--- DATASET Enclosed Below ---

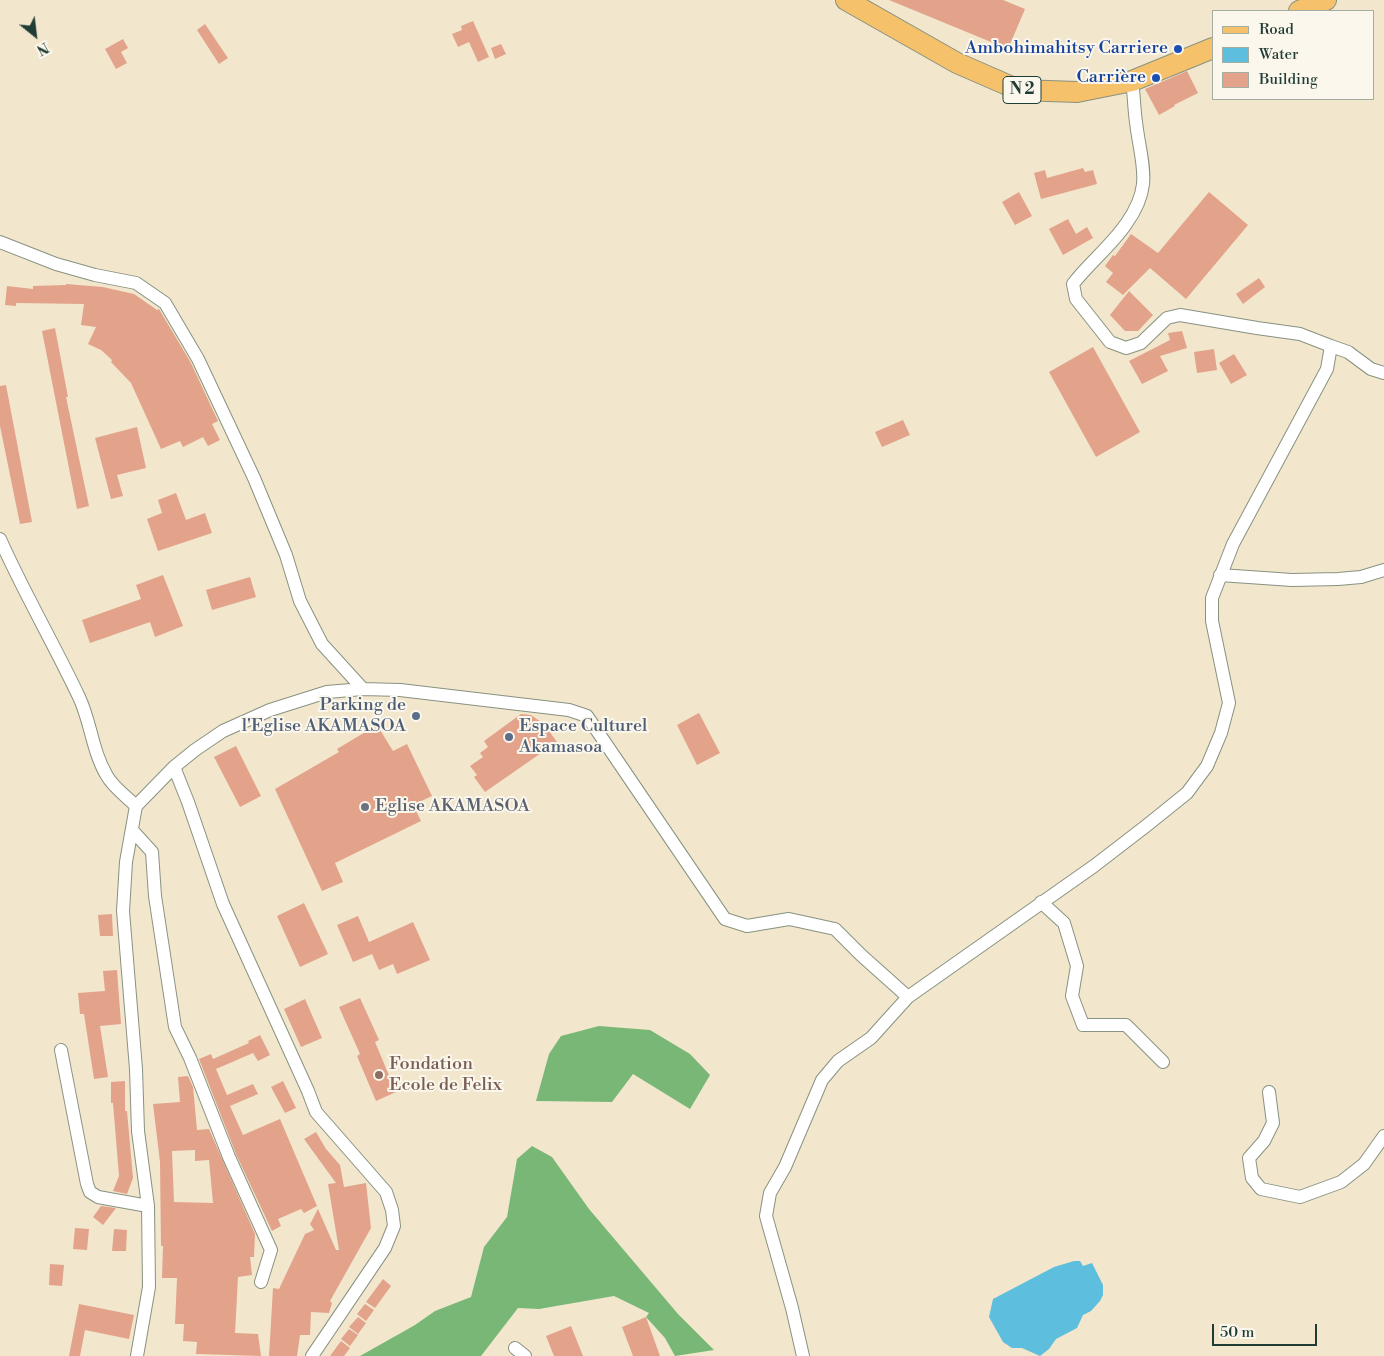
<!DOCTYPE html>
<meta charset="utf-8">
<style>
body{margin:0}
#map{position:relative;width:1384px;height:1356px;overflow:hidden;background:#f2e6cd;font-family:"Libre Bodoni",serif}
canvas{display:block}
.legend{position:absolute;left:1212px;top:10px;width:162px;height:90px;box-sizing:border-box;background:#fbf7ec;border:1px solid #a3ada2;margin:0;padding:6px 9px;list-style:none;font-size:15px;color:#1f3d34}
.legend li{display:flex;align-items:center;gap:10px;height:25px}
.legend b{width:25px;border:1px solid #a3ada2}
.north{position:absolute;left:10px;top:10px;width:50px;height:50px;-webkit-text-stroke:4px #fbf7ec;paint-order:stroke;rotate:151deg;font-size:14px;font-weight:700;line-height:20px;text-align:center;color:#1f3d34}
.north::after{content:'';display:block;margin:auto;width:18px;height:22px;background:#1f3d34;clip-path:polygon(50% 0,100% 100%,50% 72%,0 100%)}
.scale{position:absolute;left:1212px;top:1324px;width:105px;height:22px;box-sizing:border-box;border:2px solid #1f3d34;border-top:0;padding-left:6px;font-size:15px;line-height:18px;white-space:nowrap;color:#1f3d34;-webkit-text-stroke:4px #fbf7ec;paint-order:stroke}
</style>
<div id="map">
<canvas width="1384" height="1356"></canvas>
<ul class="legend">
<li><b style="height:6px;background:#f5c16b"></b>Road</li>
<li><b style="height:14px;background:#5ebedd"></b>Water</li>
<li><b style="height:14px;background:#e2a38a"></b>Building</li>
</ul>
<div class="north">N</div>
<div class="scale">50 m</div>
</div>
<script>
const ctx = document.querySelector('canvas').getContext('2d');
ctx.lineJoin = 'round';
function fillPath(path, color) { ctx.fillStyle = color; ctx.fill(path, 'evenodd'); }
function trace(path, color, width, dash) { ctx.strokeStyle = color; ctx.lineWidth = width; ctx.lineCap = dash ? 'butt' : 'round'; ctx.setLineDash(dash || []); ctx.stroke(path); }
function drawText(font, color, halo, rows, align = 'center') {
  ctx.font = font + ' "Libre Bodoni",serif'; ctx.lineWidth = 4; ctx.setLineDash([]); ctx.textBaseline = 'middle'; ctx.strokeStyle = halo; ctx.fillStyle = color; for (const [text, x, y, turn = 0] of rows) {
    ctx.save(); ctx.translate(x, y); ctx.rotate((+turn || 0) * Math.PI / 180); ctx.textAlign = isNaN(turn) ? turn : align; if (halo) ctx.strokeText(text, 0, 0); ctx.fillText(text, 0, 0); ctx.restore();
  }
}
const forest = new Path2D(`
 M599,1026l51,4 40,24 20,21 -20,34 -57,-35 -21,28 -76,-1 13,-47 12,-18z
 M532,1146l20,11 37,52 89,105 36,36 -39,6 -10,-18 -19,-21 3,-4 -35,-17 -75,13 -21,-1 -37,48h-121l55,-31 20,-14 36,-14 13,-50 23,-30 10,-58z`);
const water = new Path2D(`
 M1074,1261h6l3,5 9,-3 11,22v10l-3,6 -9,10 -8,4 -6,13 -21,11 -7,10 -9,7 -18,-8h-10l-9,-6 -14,-25 4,-18 61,-32z`);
const building = new Path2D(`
 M889,0h114l22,9 -17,40z
 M473,21l16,36 -11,5 -9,-20 -11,5 -6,-13 10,-4 -1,-4z
 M205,24l23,34 -9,6 -22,-34z
 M123,39l5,9 -7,4 6,11 -11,6 -11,-20z
 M501,44l5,10 -11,5 -4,-11z
 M1187,71l11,22 -24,12 1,1 -16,9 -14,-26z
 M1083,168l2,4 8,-2 4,14 -56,15 -7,-26 11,-3 2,8z
 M1019,192l13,24 -17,9 -13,-23z
 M1209,192l39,33 -62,74 -36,-31 -27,27 -17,-13 7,-9 -8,-7 8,-11 2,1 16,-22 27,19z
 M1068,219l8,15 11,-7 6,11 -30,17 -14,-26z
 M1259,278l6,9 -22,17 -7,-10z
 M66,284l37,3 31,7 23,16 2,-1 32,54 27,58 -6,3 8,16 -12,6 -5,-9 -20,10 -3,-6 -19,8 -30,-66 -20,-21 1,-2 -11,-10 -13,-6 8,-17 -15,-2 3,-21 -68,-1v3l-11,-1 2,-19 26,3v-3l33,-1z
 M1129,291l24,24 -15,16h-13l-15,-16z
 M55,328l13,69h-2l23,109 -12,3 -35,-178z
 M1182,331l5,17 -27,8 8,15 -26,13 -13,-23 41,-21 -2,-7z
 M1093,347l47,85 -44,25 -47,-85z
 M1214,349l3,21 -20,3 -3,-21z
 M1234,354l13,21 -16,9 -12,-21z
 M6,385l26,137 -12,2 -20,-98v-40z
 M903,420l7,15 -28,12 -7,-15z
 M137,427l9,41 -29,7 6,21 -12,3 -16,-61z
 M176,493l10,27 19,-7 7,20 -54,18 -11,-32 15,-6 -4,-13z
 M163,575l20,51 -28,11 -5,-15 -60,21 -8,-23 59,-21 -5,-14z
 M250,577l6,20 -44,13 -6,-20z
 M699,713l21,40 -23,12 -20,-40z
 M521,714l10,1 13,9 13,18 -72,50 -11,-15 3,-2 -7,-9 13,-9 -3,-4 8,-6 -4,-6z
 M377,725l16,26 14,-7 25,52 -19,9 8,16 -86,42 8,19 -21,9 -47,-102 64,-37 -2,-3z
 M236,746l25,50 -21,11 -26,-50z
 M304,903l24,51 -28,13 -23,-51z
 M112,914l1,22h-13l-2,-21z
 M358,916l11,26 44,-20 17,38 -33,14 -4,-10 -14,6 -7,-16 -19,8 -16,-37z
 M117,970l4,54 -21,2 8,51 -14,2 -10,-65h-4l-2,-21 27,-2 -2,-20z
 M360,998l19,42 -4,2 21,50 -20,9 -19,-45 3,-2 -21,-47z
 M305,999l17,39 -21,9 -17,-38z
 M260,1035l10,20 -12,6 -5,-8 -37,16 11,26 26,-11 5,10 -28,12 13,29 37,-16 37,87 -13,7 -3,-4 -23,10 3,7 -9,5 -36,-77 -37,-95 12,-5 2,5 36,-16 -1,-2z
 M188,1076l5,11 4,43 12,-1 46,105 -1,23h-4l2,18 -14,2 -3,56 23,1 3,22 -65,-2 1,-12 -14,-1 1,-17h-9l2,-46h-15l1,-32h-2l-1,-84 -7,-58 27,-2 -2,-25zM195,1150v11l14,-1 4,43 -39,-1 -2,-51z
 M125,1081v30h2l6,67 -6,16 -14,-3 6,-15 -6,-73h-2v-21z
 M283,1081l13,27 -11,5 -14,-26z
 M316,1132l10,17 14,16 4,22 22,-4 5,45 -41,73 2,2 -3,10 -18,-1 -1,23h-10l-3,21h-28l4,-68 6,1 26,-55 9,-4 -4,-6 8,-15 18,41h3l-11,-66 8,-1 -32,-44z
 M101,1206l15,2 -13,17 -10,-8z
 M75,1228l14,1 -2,21 -14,-1z
 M114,1229l13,1 -1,21h-14z
 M50,1264l14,1 -2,21 -13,-1z
 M383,1279l8,7 -16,22 -9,-6z
 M79,1304l55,11 -5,24 -44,-9 -5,26h-11z
 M365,1304l9,6 -8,11 -9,-7z
 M358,1317l8,6 -8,11 -9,-7z
 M646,1317l14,39h-27l-11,-29z
 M571,1326l12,30h-29l-8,-20z
 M349,1329l9,6 -8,11 -9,-7z
 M341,1341l9,7 -6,8h-14z`);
const minor = new Path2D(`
 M0,242l56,22 39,11 41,8 29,20 33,56 56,119 32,77 14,46 22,43 41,45
 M1331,346l17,6 23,17 13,4
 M0,539c24,54 54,105 79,158 12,25 13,54 28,79 6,11 20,21 29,30
 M1220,575l72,5 46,-1 23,-2 23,-7
 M174,767l14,35 35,102 85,187 8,21 70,80 6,18 2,16 -9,22 -73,108
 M132,830l20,22 3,44 20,131 15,31 39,99 42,93 -10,32
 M1041,902l23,21 13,43 -5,30 11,29h43l37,37
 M61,1050l26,134 3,8 8,5 50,9
 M1269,1092l4,31 -9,18 -15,17 3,20 9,11 39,8 41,-15 23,-18 20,-28
 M515,1348l10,8
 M137,1356l12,-69 -1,-81 -10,-75 -2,-62 -13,-158 3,-49 10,-56 38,-39 21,-17 28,-19 47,-21 57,-18 36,-3 37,1 169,20 18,6 138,203 22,7 42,-7 46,10 26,26 47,42
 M803,1356l-11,-48 -26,-92 4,-23 15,-26 37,-87 16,-19 33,-23 37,-41 186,-131 52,-40 41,-33 20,-27 14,-33 8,-30 -17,-82v-23l21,-54 94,-175 4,-23 -31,-12 -43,-6 -77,-13 -13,3 -26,25 -15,5 -16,-6 -34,-43 -3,-15c16,-21 38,-38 53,-60 28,-39 15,-59 10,-102 -2,-13 -2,-28 -4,-41`);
const primary = new Path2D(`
 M846,0l111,63 62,27 58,2 55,-11 81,-33
 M1299,11l27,-11`);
const markers = [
 [1178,49,5,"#1a4fb4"],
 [1156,78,5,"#1a4fb4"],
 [416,716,5,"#5c6f8a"],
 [509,737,5,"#5c6f8a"],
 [365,807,5,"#6b7280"],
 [379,1075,5,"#8d6e63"]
];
const shields = [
 [1022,90,38]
];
const shieldNames = [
 ["N 2",1022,90]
];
const transitNames = [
 ["Ambohimahitsy Carriere",1168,49],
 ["Carrière",1146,78]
];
const serviceNames = [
 ["Parking de",406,706],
 ["l'Eglise AKAMASOA",406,727],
 ["Espace Culturel",519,727,"left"],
 ["Akamasoa",519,748,"left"]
];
const worshipNames = [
 ["Eglise AKAMASOA",375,807]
];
const educationNames = [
 ["Fondation",389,1065],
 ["Ecole de Felix",389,1086]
];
fillPath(forest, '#79b777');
fillPath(water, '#5ebedd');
fillPath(building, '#e2a38a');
trace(minor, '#889280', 14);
trace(primary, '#889280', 22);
trace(minor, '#fff', 12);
trace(primary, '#f5c16b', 20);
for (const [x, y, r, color] of markers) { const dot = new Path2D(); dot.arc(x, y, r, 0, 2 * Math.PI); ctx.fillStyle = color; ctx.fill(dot); trace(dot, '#fbf7ec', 2); }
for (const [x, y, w] of shields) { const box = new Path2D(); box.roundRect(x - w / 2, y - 13.5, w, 27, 4); ctx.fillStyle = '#fbf7ec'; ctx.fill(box); trace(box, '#1f3d34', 1); }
drawText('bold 16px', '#1f3d34', null, shieldNames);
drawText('18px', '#164399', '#fbf7ec', transitNames, 'right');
drawText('18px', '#4e5e75', '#fbf7ec', serviceNames, 'right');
drawText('18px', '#5b616d', '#fbf7ec', worshipNames, 'left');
drawText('18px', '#785e54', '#fbf7ec', educationNames, 'left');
</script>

--- End of Enclosed DATASET ---

DESCRIPTION OF THE TASK:
An exact copy of the lines above between the line holding "M1331,346l17,6 23,17 13,4" and the line holding "drawText('bold 16px', '#1f3d34', null, shieldNames);", inclusive, is the whole answer.

THE COMPLETED TASK:
 M1331,346l17,6 23,17 13,4
 M0,539c24,54 54,105 79,158 12,25 13,54 28,79 6,11 20,21 29,30
 M1220,575l72,5 46,-1 23,-2 23,-7
 M174,767l14,35 35,102 85,187 8,21 70,80 6,18 2,16 -9,22 -73,108
 M132,830l20,22 3,44 20,131 15,31 39,99 42,93 -10,32
 M1041,902l23,21 13,43 -5,30 11,29h43l37,37
 M61,1050l26,134 3,8 8,5 50,9
 M1269,1092l4,31 -9,18 -15,17 3,20 9,11 39,8 41,-15 23,-18 20,-28
 M515,1348l10,8
 M137,1356l12,-69 -1,-81 -10,-75 -2,-62 -13,-158 3,-49 10,-56 38,-39 21,-17 28,-19 47,-21 57,-18 36,-3 37,1 169,20 18,6 138,203 22,7 42,-7 46,10 26,26 47,42
 M803,1356l-11,-48 -26,-92 4,-23 15,-26 37,-87 16,-19 33,-23 37,-41 186,-131 52,-40 41,-33 20,-27 14,-33 8,-30 -17,-82v-23l21,-54 94,-175 4,-23 -31,-12 -43,-6 -77,-13 -13,3 -26,25 -15,5 -16,-6 -34,-43 -3,-15c16,-21 38,-38 53,-60 28,-39 15,-59 10,-102 -2,-13 -2,-28 -4,-41`);
const primary = new Path2D(`
 M846,0l111,63 62,27 58,2 55,-11 81,-33
 M1299,11l27,-11`);
const markers = [
 [1178,49,5,"#1a4fb4"],
 [1156,78,5,"#1a4fb4"],
 [416,716,5,"#5c6f8a"],
 [509,737,5,"#5c6f8a"],
 [365,807,5,"#6b7280"],
 [379,1075,5,"#8d6e63"]
];
const shields = [
 [1022,90,38]
];
const shieldNames = [
 ["N 2",1022,90]
];
const transitNames = [
 ["Ambohimahitsy Carriere",1168,49],
 ["Carrière",1146,78]
];
const serviceNames = [
 ["Parking de",406,706],
 ["l'Eglise AKAMASOA",406,727],
 ["Espace Culturel",519,727,"left"],
 ["Akamasoa",519,748,"left"]
];
const worshipNames = [
 ["Eglise AKAMASOA",375,807]
];
const educationNames = [
 ["Fondation",389,1065],
 ["Ecole de Felix",389,1086]
];
fillPath(forest, '#79b777');
fillPath(water, '#5ebedd');
fillPath(building, '#e2a38a');
trace(minor, '#889280', 14);
trace(primary, '#889280', 22);
trace(minor, '#fff', 12);
trace(primary, '#f5c16b', 20);
for (const [x, y, r, color] of markers) { const dot = new Path2D(); dot.arc(x, y, r, 0, 2 * Math.PI); ctx.fillStyle = color; ctx.fill(dot); trace(dot, '#fbf7ec', 2); }
for (const [x, y, w] of shields) { const box = new Path2D(); box.roundRect(x - w / 2, y - 13.5, w, 27, 4); ctx.fillStyle = '#fbf7ec'; ctx.fill(box); trace(box, '#1f3d34', 1); }
drawText('bold 16px', '#1f3d34', null, shieldNames);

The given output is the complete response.